There are very few moments in football history which are as obviously symbolic of baton-passing than this one, let me tell you that much!
Just in case you’ve been living under a rock for the last few years, Neymar is a player of great technical quality. He’s a very accomplished dribbler of the ball, seems to know where to put the ball after he’s carried it a lengthy distance, and is largely responsible for the massive inflation in player transfer prices in the past couple of seasons.
Oh, and in case that rock is pretty large and you’re unaware of who Ronaldinho is, then simply imagine a smiley, slightly more accomplished version of Neymar. A player who adored crowd attention, rose to the larger occasions and was never afraid of curtailing the ‘boring’ / more efficient movements in favour of the audacious and unforgettable. And as this article leans towards, both of their respective careers mirror the others’.
Coming into one of those rare occasions where the older stalwart meets the young pretender as adversaries, Ronaldinho was arriving off the back of a star-studded career which the fresh-faced Neymar could only dream of having. But still, when there’s a ball and some grass to play on, legacies go out the window.
From the off, it was clear that audacity and electricity were in the air as Santos faced off against Flamengo in the Estadio Urbano Caldeira in 2011. As it happened, the former would be the first to cast the tie into uncertainty by taking a 2-0 lead, all before Neymar seemed to put in beyond doubt with an almighty solo effort.
Eventually given the coveted Puskas award for the best goal of that season in world football, Neymar is seen jinking past an onslaught of defenders with a range of roulettes and elasticos before curving the ball into the back of the net with the outside of his boot. An effort which brought his stature into light and his inexperience to the shadows.

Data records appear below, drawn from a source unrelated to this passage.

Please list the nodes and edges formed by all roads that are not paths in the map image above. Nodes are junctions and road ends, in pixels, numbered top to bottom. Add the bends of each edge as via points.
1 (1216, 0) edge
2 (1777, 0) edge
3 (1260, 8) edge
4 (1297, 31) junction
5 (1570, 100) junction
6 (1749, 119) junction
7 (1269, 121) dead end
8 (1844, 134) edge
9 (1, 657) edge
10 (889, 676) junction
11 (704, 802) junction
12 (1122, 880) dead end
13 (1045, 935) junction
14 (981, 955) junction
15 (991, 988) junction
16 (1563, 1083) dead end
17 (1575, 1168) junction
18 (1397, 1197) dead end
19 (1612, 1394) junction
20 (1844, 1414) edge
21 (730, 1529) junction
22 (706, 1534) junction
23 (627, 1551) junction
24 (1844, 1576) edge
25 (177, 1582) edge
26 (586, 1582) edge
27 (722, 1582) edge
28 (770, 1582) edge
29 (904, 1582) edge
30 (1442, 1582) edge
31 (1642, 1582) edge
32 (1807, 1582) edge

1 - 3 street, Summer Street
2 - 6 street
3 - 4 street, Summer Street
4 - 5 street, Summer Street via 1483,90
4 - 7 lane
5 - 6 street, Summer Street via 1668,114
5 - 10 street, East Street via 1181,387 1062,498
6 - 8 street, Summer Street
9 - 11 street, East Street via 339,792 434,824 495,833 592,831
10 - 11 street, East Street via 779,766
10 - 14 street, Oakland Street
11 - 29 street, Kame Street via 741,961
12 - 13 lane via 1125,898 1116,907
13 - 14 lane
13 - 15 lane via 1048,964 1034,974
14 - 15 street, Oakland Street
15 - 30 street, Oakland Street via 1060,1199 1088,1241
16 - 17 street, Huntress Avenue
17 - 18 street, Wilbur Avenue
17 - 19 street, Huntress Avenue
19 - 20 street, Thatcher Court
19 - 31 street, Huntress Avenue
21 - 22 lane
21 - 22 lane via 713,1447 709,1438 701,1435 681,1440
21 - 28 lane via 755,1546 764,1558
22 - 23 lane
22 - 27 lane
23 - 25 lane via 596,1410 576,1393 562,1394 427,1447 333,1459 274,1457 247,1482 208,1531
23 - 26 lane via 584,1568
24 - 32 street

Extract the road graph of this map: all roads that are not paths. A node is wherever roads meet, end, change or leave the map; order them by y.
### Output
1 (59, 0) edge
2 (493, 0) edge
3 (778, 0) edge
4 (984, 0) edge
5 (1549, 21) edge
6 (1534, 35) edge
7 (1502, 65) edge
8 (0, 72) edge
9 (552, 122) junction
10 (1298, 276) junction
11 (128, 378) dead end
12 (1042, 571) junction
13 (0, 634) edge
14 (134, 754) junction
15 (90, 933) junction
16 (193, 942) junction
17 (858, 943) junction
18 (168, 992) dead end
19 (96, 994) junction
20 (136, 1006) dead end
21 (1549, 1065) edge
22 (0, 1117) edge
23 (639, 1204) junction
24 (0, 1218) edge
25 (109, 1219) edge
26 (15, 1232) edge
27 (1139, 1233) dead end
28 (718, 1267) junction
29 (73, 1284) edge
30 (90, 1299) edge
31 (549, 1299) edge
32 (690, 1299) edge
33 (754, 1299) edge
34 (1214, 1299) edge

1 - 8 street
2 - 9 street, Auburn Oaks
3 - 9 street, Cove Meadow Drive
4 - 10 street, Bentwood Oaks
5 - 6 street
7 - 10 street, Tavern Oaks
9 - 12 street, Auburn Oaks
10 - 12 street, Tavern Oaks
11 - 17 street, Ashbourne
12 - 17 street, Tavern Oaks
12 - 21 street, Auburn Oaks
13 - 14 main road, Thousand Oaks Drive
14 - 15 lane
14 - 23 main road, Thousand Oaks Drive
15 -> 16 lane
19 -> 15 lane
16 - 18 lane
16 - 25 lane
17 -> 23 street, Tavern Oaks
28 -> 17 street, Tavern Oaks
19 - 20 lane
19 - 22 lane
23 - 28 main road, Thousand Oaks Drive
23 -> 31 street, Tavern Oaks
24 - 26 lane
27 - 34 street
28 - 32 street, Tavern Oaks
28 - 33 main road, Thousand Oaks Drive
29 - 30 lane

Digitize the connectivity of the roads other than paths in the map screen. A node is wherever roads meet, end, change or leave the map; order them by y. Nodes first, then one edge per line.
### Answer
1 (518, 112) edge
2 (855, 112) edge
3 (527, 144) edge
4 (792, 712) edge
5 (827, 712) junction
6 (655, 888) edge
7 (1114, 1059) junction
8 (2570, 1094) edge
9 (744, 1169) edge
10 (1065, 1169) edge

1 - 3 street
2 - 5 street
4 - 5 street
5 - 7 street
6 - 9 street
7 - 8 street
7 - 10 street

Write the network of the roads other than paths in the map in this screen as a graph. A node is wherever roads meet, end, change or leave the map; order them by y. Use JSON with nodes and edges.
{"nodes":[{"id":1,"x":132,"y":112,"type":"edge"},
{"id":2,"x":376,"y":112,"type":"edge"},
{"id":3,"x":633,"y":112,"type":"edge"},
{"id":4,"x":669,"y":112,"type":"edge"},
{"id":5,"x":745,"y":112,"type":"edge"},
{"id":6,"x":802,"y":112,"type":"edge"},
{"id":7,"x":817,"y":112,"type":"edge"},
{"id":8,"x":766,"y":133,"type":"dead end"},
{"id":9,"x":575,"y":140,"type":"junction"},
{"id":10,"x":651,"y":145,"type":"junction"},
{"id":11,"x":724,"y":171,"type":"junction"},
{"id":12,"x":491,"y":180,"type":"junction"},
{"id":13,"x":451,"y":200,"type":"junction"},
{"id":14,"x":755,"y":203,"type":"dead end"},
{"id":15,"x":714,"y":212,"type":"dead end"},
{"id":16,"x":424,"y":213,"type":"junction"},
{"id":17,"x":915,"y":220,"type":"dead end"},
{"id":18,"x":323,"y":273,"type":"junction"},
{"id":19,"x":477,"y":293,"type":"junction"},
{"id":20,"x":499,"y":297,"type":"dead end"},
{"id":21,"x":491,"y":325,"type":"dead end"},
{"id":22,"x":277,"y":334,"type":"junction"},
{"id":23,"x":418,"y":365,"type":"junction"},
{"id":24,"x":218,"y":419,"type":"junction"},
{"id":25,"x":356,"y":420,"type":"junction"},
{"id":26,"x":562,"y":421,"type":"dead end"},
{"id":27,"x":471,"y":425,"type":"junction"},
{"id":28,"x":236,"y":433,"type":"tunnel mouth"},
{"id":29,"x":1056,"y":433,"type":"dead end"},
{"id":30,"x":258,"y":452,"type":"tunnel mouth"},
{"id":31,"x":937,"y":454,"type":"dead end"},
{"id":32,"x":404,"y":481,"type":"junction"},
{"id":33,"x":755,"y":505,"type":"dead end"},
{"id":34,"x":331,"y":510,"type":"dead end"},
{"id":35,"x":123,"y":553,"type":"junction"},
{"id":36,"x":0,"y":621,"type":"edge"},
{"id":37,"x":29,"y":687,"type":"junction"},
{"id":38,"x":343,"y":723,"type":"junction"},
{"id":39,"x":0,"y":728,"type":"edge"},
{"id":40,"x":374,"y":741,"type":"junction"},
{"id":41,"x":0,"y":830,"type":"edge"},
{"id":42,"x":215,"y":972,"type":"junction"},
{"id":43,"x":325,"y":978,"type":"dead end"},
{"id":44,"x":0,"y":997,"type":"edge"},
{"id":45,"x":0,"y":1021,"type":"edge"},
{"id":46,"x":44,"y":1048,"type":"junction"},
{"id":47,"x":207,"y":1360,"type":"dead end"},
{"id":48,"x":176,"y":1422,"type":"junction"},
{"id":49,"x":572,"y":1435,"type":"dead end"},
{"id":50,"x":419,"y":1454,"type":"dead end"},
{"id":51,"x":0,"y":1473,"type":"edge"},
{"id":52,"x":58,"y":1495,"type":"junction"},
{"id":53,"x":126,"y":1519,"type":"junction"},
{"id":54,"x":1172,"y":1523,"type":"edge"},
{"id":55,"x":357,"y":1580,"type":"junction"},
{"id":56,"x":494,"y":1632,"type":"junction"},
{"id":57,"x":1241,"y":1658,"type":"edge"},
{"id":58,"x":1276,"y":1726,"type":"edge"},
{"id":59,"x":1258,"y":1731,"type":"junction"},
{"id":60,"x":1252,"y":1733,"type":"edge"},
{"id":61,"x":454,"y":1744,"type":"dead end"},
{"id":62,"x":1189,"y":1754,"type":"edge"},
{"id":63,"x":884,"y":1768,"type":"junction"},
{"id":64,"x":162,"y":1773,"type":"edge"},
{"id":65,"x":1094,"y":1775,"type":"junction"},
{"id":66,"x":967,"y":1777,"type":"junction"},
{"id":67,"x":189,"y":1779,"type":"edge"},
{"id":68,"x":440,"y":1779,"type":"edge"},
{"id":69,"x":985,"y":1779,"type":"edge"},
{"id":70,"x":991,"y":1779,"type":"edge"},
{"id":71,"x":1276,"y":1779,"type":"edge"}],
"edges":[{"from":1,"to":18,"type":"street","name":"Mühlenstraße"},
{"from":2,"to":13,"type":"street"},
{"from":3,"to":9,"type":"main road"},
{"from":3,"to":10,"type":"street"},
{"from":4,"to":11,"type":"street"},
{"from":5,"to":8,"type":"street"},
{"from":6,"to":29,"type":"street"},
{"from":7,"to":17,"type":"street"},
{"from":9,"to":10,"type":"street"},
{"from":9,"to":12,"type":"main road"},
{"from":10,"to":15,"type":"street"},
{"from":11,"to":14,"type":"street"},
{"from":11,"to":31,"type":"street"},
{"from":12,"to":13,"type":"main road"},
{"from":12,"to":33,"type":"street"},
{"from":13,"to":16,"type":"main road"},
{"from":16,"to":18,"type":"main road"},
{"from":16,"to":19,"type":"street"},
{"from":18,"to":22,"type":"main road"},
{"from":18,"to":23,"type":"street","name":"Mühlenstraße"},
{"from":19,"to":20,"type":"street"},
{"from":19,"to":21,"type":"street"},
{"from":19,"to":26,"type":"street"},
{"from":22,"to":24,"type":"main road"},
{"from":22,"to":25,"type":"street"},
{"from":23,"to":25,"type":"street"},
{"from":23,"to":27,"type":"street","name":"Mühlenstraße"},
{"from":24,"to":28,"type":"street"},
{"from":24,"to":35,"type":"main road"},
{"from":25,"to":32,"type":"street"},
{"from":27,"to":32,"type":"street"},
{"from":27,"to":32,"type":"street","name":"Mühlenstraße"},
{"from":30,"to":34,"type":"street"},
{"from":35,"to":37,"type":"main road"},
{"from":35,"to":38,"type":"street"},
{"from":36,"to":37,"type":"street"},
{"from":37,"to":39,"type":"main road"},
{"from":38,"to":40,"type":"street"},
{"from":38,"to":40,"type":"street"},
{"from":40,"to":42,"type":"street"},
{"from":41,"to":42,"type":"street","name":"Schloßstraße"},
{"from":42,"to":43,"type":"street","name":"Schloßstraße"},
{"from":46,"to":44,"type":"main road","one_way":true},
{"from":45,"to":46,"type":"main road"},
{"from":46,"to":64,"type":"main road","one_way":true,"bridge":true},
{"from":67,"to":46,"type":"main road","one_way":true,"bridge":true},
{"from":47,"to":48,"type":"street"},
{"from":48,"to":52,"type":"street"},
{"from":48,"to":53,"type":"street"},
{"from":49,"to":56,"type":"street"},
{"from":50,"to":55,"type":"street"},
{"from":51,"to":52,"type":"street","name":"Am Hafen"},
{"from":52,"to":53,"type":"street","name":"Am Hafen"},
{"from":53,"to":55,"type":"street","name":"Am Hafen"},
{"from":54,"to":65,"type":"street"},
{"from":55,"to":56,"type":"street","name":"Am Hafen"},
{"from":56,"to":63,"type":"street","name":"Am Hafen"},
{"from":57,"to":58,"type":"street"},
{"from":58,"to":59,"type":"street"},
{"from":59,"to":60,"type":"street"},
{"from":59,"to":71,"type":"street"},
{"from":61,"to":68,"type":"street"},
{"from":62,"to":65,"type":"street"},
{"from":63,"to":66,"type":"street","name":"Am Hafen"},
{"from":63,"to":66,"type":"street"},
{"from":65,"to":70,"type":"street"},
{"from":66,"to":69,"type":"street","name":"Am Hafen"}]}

Looking on with something akin to a wry smile, Ronaldinho was standing there while this young pretender looked to claim the attentions of the crowd in a way the great Brazilian dancer has done for years while he was a little nipper. So, did he stay in the background and delicately pass the baton onto this kid as he set sail on his own glorious path? Erm … I wouldn’t call it that, specifically. Well, I wouldn’t call it that whatsoever … and neither would he!
Ronaldinho set his Flamengo brigade in motion by helping to get things back to 3-2 before the break, thus bringing the game to the edge of a knife which was as sturdy as a skyscraper built on my left calf. Setting to the Santos opponents in earnest, a hat-trick from the legend himself completed the most almighty of comebacks. Not the most glorious goals of his career (barring an under-the-wall set-piece), but shucks! They all count!
With the game eventually ending 5-4 in favour of Ronaldinho’s side, there was no reason for Neymar himself to be dejected. As far as he was concerned, he proved that he was more than capable (even at that age) of rising to the big occasion and putting some efficiency behind those flashy ball skills. Figuratively speaking, it was like this game served as a reminder of how to remain humble, while also never being afraid to take the occasion by the scruff of its neck. Goodness knows how valuable this turned out to be for the enigmatic trickster!